SMX is a Microsoft IP Co-sell partner and selected the Azure platform to host our email archiving service. We make use of some specialised tools within the Azure platform to ensure your data is stored at multiple geographically distributed data centres and always available when you need it.

SMX is Australasia’s Trusted Email Archiving Service Provider

SMX is one of the only local providers that can guarantee your data is stored and supported in Australasia. This immediately obviates any data sovereignty concerns that might come up when evaluating large global providers.

SMX is the only specialist email security provider appointed to the New Zealand government’s TaaS panel and has been providing email security services to government agencies since 2005.

We maintain at least four copies of all emails stored in the SMX archive at any one time spread across two geographically distributed regions on Microsoft’s Azure cloud storage platform in Australia and each copy is encrypted at rest using AES256-bit encryption.

We also make extensive use of the Cassandra distributed database to ensure your data is always available.
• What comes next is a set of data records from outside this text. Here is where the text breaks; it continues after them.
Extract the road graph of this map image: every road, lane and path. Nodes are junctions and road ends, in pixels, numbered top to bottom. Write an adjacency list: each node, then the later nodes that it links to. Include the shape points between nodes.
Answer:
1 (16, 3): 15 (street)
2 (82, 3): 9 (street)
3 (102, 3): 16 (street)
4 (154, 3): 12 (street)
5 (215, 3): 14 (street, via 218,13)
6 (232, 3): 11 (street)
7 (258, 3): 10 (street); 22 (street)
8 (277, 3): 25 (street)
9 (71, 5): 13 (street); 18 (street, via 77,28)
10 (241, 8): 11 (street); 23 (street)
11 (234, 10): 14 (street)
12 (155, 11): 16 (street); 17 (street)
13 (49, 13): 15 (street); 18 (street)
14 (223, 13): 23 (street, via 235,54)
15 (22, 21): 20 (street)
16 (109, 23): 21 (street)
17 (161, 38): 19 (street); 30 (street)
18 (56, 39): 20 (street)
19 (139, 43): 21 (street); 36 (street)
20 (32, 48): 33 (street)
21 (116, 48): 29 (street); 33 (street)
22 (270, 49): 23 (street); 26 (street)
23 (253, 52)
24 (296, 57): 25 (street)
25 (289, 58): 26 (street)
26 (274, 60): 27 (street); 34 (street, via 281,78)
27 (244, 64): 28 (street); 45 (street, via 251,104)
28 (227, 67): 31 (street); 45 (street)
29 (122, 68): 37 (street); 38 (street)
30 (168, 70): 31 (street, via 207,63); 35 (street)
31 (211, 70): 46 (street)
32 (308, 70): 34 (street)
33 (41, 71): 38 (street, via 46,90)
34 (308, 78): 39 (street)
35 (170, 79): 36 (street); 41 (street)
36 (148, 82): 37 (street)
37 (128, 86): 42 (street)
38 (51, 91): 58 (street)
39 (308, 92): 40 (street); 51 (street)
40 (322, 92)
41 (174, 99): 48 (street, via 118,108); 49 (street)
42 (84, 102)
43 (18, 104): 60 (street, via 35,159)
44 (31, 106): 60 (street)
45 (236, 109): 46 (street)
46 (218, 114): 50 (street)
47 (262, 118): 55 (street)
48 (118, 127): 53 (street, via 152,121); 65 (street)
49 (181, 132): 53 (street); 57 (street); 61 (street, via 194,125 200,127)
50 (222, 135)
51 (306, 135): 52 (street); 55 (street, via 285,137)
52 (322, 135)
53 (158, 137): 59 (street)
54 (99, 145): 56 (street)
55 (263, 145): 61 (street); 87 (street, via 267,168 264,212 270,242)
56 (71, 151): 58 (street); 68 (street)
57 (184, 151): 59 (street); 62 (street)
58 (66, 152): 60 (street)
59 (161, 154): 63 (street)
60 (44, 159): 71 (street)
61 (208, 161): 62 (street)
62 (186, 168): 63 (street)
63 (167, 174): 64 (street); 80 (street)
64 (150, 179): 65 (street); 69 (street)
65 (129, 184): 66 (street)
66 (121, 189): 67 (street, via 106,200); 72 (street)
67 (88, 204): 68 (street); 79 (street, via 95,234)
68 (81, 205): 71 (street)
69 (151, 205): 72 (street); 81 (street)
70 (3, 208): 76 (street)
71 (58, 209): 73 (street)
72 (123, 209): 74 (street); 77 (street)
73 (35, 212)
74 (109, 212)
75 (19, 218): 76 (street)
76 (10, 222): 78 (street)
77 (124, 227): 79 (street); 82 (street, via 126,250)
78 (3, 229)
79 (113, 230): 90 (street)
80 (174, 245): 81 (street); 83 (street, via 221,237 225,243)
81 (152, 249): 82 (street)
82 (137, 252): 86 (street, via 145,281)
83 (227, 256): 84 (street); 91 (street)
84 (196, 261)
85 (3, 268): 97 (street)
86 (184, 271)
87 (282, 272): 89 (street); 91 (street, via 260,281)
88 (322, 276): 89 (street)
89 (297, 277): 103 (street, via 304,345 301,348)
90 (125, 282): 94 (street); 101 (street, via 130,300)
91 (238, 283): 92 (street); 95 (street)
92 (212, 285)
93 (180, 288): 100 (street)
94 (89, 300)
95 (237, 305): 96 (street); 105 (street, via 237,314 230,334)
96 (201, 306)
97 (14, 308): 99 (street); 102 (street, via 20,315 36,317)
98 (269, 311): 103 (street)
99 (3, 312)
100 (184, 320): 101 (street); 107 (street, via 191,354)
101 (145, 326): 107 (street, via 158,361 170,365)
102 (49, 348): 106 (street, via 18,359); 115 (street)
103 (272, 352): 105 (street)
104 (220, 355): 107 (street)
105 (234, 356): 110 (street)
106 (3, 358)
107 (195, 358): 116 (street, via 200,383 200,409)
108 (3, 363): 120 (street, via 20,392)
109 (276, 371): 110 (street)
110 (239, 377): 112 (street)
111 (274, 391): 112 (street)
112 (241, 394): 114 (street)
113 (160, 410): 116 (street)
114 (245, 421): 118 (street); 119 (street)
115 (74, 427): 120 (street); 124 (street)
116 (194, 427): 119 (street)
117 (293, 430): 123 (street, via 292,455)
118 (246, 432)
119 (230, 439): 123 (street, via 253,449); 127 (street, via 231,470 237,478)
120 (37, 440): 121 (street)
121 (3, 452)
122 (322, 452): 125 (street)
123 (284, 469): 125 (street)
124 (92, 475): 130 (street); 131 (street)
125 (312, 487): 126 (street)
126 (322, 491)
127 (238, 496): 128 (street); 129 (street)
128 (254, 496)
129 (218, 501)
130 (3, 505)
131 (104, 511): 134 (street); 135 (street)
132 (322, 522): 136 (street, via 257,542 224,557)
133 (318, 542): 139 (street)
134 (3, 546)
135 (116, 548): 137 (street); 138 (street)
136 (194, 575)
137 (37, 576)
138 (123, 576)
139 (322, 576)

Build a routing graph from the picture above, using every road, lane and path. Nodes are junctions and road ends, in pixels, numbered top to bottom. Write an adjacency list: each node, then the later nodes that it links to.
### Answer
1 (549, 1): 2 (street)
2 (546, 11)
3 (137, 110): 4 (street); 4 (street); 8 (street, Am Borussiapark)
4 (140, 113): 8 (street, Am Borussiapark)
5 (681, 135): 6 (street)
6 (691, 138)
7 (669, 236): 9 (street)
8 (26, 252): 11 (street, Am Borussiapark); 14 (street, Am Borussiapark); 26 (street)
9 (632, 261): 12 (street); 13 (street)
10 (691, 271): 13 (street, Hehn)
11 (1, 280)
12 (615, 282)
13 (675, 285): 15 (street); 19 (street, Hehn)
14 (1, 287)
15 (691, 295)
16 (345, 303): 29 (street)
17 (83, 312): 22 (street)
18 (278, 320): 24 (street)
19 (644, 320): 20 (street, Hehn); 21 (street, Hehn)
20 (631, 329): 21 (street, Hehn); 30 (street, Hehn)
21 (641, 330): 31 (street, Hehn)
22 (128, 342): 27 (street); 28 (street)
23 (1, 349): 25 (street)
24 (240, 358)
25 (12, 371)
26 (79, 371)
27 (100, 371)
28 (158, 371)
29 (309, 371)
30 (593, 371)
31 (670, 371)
One important feature for distributed and resilient data storage that Cassandra includes is the constant data rebalancing performed by each node. This ensures that we’re making not only the most efficient use of space on each node and that we have at least four copies of each email, but we also negate the ability for bit rot to set in.

Bit rot affects data that has been stored for a long period of time and can affect encrypted data in particular. Bit rot has various causes, from cosmic radiation to dust on hard drive spindles but can be obviated by either good practice or good software (or both). In SMX’s case our storage nodes are constantly rebalancing the data they’re responsible for. This involves reading and writing email blobs across the entire cluster so we can ensure your data is safely encrypted and available when you need it.

The answer is...

In the beginning I asked the question “Is Microsoft 365 really public records compliant?” Given the issues outlined above with the Microsoft 365 services:

  1. allowing staff members to influence the organisation’s mail flow,
  2. uncertainty around which emails are actually protected,
  3. the yawning chasm created when users leave the organisation and
  4. the unnecessarily high price of compliance

I think the answer is an uncategorical no, you should not be relying on Microsoft 365 as the source of information to meet your public records compliance requirements.

In my opinion a user-centric model might be good for licensing desktops but is completely inappropriate for ensuring retention and retrieval of public records. For that you need a provider that addresses your requirements from an entire organisation point of view.